INSTRUCTIONS FOR THE TASK: Transcribe the records that follow, keeping every word as it stands.

INPUT MATERIAL:
........

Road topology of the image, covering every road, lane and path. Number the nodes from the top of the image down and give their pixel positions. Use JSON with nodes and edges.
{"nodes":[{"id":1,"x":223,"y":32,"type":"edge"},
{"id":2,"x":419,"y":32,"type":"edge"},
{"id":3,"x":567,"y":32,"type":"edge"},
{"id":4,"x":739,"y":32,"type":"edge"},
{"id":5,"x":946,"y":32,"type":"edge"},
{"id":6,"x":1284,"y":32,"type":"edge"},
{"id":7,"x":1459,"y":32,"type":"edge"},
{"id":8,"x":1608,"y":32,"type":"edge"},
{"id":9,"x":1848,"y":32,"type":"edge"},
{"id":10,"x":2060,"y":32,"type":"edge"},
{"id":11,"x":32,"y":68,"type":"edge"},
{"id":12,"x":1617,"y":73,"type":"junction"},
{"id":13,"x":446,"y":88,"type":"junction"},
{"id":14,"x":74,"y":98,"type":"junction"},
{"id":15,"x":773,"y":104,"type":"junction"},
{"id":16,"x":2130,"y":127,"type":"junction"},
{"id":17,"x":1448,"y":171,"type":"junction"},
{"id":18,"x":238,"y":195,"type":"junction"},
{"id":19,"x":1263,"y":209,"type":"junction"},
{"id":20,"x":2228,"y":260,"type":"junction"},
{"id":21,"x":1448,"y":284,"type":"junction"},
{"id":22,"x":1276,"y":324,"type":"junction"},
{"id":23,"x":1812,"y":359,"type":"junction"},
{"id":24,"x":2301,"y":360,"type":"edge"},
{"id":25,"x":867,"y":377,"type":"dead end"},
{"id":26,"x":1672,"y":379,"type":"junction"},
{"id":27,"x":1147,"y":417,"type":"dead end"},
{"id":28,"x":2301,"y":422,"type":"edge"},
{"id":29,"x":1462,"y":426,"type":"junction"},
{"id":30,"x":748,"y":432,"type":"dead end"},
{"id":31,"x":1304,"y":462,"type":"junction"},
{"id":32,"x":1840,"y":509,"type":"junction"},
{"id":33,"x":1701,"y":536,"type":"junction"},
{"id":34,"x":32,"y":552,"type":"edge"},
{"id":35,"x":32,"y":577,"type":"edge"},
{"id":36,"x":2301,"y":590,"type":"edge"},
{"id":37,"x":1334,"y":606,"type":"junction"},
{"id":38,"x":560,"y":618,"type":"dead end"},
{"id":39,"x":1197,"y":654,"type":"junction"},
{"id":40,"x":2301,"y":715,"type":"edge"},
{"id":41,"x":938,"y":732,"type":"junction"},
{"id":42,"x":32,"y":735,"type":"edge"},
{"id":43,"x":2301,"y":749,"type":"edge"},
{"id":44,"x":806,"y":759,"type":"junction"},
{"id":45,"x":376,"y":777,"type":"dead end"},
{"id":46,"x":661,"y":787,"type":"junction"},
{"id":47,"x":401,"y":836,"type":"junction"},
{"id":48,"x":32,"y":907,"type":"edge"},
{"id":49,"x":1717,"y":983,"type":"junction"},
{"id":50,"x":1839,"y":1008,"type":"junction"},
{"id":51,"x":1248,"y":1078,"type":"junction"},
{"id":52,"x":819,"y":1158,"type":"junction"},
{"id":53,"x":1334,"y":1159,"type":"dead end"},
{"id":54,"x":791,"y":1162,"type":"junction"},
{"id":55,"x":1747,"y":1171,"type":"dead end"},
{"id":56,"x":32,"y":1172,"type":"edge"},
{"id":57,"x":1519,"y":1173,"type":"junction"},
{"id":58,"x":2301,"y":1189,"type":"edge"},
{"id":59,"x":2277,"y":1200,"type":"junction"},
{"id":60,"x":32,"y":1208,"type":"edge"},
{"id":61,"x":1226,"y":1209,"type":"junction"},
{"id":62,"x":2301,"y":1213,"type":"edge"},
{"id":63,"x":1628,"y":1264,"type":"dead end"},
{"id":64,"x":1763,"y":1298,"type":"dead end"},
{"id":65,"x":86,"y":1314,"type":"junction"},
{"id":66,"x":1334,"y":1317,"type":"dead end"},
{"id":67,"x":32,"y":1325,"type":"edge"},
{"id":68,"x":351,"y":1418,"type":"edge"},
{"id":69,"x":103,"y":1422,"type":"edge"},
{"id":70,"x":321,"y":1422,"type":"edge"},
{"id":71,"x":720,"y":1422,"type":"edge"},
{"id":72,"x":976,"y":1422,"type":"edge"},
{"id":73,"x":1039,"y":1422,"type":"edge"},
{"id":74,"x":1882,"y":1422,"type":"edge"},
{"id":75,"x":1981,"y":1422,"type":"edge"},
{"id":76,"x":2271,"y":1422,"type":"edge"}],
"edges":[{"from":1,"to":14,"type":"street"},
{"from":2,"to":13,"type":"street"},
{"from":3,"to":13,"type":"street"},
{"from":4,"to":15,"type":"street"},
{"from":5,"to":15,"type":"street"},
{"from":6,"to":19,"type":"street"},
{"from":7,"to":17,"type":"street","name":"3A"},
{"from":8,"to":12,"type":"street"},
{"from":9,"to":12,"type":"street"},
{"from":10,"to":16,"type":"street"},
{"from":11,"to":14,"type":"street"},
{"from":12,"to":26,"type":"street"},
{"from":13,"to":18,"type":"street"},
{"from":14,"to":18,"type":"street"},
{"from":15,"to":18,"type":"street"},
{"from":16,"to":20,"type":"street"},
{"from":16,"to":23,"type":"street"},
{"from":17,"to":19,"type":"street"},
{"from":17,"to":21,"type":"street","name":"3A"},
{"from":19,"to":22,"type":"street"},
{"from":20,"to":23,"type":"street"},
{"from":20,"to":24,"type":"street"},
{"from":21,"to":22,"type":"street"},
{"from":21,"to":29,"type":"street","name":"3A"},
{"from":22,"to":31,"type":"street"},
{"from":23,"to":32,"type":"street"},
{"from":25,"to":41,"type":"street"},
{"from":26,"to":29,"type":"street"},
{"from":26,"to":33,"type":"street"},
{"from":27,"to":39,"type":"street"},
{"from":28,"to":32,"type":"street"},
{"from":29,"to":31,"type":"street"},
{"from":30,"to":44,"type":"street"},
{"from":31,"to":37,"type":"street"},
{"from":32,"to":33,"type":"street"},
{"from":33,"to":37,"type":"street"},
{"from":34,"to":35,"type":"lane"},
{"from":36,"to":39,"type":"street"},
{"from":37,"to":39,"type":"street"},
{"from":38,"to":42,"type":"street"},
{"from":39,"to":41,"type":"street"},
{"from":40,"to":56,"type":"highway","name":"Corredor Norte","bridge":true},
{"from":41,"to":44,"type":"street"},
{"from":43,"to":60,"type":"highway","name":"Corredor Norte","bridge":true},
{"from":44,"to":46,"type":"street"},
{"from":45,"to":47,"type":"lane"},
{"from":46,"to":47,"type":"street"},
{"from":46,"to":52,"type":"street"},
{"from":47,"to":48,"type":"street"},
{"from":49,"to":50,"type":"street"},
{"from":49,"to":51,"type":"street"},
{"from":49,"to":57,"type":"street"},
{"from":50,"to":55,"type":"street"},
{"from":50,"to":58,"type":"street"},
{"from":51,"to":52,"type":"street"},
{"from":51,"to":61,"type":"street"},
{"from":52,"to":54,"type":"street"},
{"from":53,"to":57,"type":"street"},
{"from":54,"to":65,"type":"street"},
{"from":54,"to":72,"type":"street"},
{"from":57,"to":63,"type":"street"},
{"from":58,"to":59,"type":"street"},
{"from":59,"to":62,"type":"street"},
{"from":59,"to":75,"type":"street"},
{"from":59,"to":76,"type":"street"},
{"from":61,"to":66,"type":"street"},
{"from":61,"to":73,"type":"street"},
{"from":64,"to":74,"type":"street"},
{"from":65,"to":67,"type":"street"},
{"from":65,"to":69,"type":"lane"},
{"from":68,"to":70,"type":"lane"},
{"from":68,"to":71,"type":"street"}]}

........

RESPONSE BELOW:
Road topology of the image, covering every road, lane and path. Number the nodes from the top of the image down and give their pixel positions. Use JSON with nodes and edges.
{"nodes":[{"id":1,"x":223,"y":32,"type":"edge"},
{"id":2,"x":419,"y":32,"type":"edge"},
{"id":3,"x":567,"y":32,"type":"edge"},
{"id":4,"x":739,"y":32,"type":"edge"},
{"id":5,"x":946,"y":32,"type":"edge"},
{"id":6,"x":1284,"y":32,"type":"edge"},
{"id":7,"x":1459,"y":32,"type":"edge"},
{"id":8,"x":1608,"y":32,"type":"edge"},
{"id":9,"x":1848,"y":32,"type":"edge"},
{"id":10,"x":2060,"y":32,"type":"edge"},
{"id":11,"x":32,"y":68,"type":"edge"},
{"id":12,"x":1617,"y":73,"type":"junction"},
{"id":13,"x":446,"y":88,"type":"junction"},
{"id":14,"x":74,"y":98,"type":"junction"},
{"id":15,"x":773,"y":104,"type":"junction"},
{"id":16,"x":2130,"y":127,"type":"junction"},
{"id":17,"x":1448,"y":171,"type":"junction"},
{"id":18,"x":238,"y":195,"type":"junction"},
{"id":19,"x":1263,"y":209,"type":"junction"},
{"id":20,"x":2228,"y":260,"type":"junction"},
{"id":21,"x":1448,"y":284,"type":"junction"},
{"id":22,"x":1276,"y":324,"type":"junction"},
{"id":23,"x":1812,"y":359,"type":"junction"},
{"id":24,"x":2301,"y":360,"type":"edge"},
{"id":25,"x":867,"y":377,"type":"dead end"},
{"id":26,"x":1672,"y":379,"type":"junction"},
{"id":27,"x":1147,"y":417,"type":"dead end"},
{"id":28,"x":2301,"y":422,"type":"edge"},
{"id":29,"x":1462,"y":426,"type":"junction"},
{"id":30,"x":748,"y":432,"type":"dead end"},
{"id":31,"x":1304,"y":462,"type":"junction"},
{"id":32,"x":1840,"y":509,"type":"junction"},
{"id":33,"x":1701,"y":536,"type":"junction"},
{"id":34,"x":32,"y":552,"type":"edge"},
{"id":35,"x":32,"y":577,"type":"edge"},
{"id":36,"x":2301,"y":590,"type":"edge"},
{"id":37,"x":1334,"y":606,"type":"junction"},
{"id":38,"x":560,"y":618,"type":"dead end"},
{"id":39,"x":1197,"y":654,"type":"junction"},
{"id":40,"x":2301,"y":715,"type":"edge"},
{"id":41,"x":938,"y":732,"type":"junction"},
{"id":42,"x":32,"y":735,"type":"edge"},
{"id":43,"x":2301,"y":749,"type":"edge"},
{"id":44,"x":806,"y":759,"type":"junction"},
{"id":45,"x":376,"y":777,"type":"dead end"},
{"id":46,"x":661,"y":787,"type":"junction"},
{"id":47,"x":401,"y":836,"type":"junction"},
{"id":48,"x":32,"y":907,"type":"edge"},
{"id":49,"x":1717,"y":983,"type":"junction"},
{"id":50,"x":1839,"y":1008,"type":"junction"},
{"id":51,"x":1248,"y":1078,"type":"junction"},
{"id":52,"x":819,"y":1158,"type":"junction"},
{"id":53,"x":1334,"y":1159,"type":"dead end"},
{"id":54,"x":791,"y":1162,"type":"junction"},
{"id":55,"x":1747,"y":1171,"type":"dead end"},
{"id":56,"x":32,"y":1172,"type":"edge"},
{"id":57,"x":1519,"y":1173,"type":"junction"},
{"id":58,"x":2301,"y":1189,"type":"edge"},
{"id":59,"x":2277,"y":1200,"type":"junction"},
{"id":60,"x":32,"y":1208,"type":"edge"},
{"id":61,"x":1226,"y":1209,"type":"junction"},
{"id":62,"x":2301,"y":1213,"type":"edge"},
{"id":63,"x":1628,"y":1264,"type":"dead end"},
{"id":64,"x":1763,"y":1298,"type":"dead end"},
{"id":65,"x":86,"y":1314,"type":"junction"},
{"id":66,"x":1334,"y":1317,"type":"dead end"},
{"id":67,"x":32,"y":1325,"type":"edge"},
{"id":68,"x":351,"y":1418,"type":"edge"},
{"id":69,"x":103,"y":1422,"type":"edge"},
{"id":70,"x":321,"y":1422,"type":"edge"},
{"id":71,"x":720,"y":1422,"type":"edge"},
{"id":72,"x":976,"y":1422,"type":"edge"},
{"id":73,"x":1039,"y":1422,"type":"edge"},
{"id":74,"x":1882,"y":1422,"type":"edge"},
{"id":75,"x":1981,"y":1422,"type":"edge"},
{"id":76,"x":2271,"y":1422,"type":"edge"}],
"edges":[{"from":1,"to":14,"type":"street"},
{"from":2,"to":13,"type":"street"},
{"from":3,"to":13,"type":"street"},
{"from":4,"to":15,"type":"street"},
{"from":5,"to":15,"type":"street"},
{"from":6,"to":19,"type":"street"},
{"from":7,"to":17,"type":"street","name":"3A"},
{"from":8,"to":12,"type":"street"},
{"from":9,"to":12,"type":"street"},
{"from":10,"to":16,"type":"street"},
{"from":11,"to":14,"type":"street"},
{"from":12,"to":26,"type":"street"},
{"from":13,"to":18,"type":"street"},
{"from":14,"to":18,"type":"street"},
{"from":15,"to":18,"type":"street"},
{"from":16,"to":20,"type":"street"},
{"from":16,"to":23,"type":"street"},
{"from":17,"to":19,"type":"street"},
{"from":17,"to":21,"type":"street","name":"3A"},
{"from":19,"to":22,"type":"street"},
{"from":20,"to":23,"type":"street"},
{"from":20,"to":24,"type":"street"},
{"from":21,"to":22,"type":"street"},
{"from":21,"to":29,"type":"street","name":"3A"},
{"from":22,"to":31,"type":"street"},
{"from":23,"to":32,"type":"street"},
{"from":25,"to":41,"type":"street"},
{"from":26,"to":29,"type":"street"},
{"from":26,"to":33,"type":"street"},
{"from":27,"to":39,"type":"street"},
{"from":28,"to":32,"type":"street"},
{"from":29,"to":31,"type":"street"},
{"from":30,"to":44,"type":"street"},
{"from":31,"to":37,"type":"street"},
{"from":32,"to":33,"type":"street"},
{"from":33,"to":37,"type":"street"},
{"from":34,"to":35,"type":"lane"},
{"from":36,"to":39,"type":"street"},
{"from":37,"to":39,"type":"street"},
{"from":38,"to":42,"type":"street"},
{"from":39,"to":41,"type":"street"},
{"from":40,"to":56,"type":"highway","name":"Corredor Norte","bridge":true},
{"from":41,"to":44,"type":"street"},
{"from":43,"to":60,"type":"highway","name":"Corredor Norte","bridge":true},
{"from":44,"to":46,"type":"street"},
{"from":45,"to":47,"type":"lane"},
{"from":46,"to":47,"type":"street"},
{"from":46,"to":52,"type":"street"},
{"from":47,"to":48,"type":"street"},
{"from":49,"to":50,"type":"street"},
{"from":49,"to":51,"type":"street"},
{"from":49,"to":57,"type":"street"},
{"from":50,"to":55,"type":"street"},
{"from":50,"to":58,"type":"street"},
{"from":51,"to":52,"type":"street"},
{"from":51,"to":61,"type":"street"},
{"from":52,"to":54,"type":"street"},
{"from":53,"to":57,"type":"street"},
{"from":54,"to":65,"type":"street"},
{"from":54,"to":72,"type":"street"},
{"from":57,"to":63,"type":"street"},
{"from":58,"to":59,"type":"street"},
{"from":59,"to":62,"type":"street"},
{"from":59,"to":75,"type":"street"},
{"from":59,"to":76,"type":"street"},
{"from":61,"to":66,"type":"street"},
{"from":61,"to":73,"type":"street"},
{"from":64,"to":74,"type":"street"},
{"from":65,"to":67,"type":"street"},
{"from":65,"to":69,"type":"lane"},
{"from":68,"to":70,"type":"lane"},
{"from":68,"to":71,"type":"street"}]}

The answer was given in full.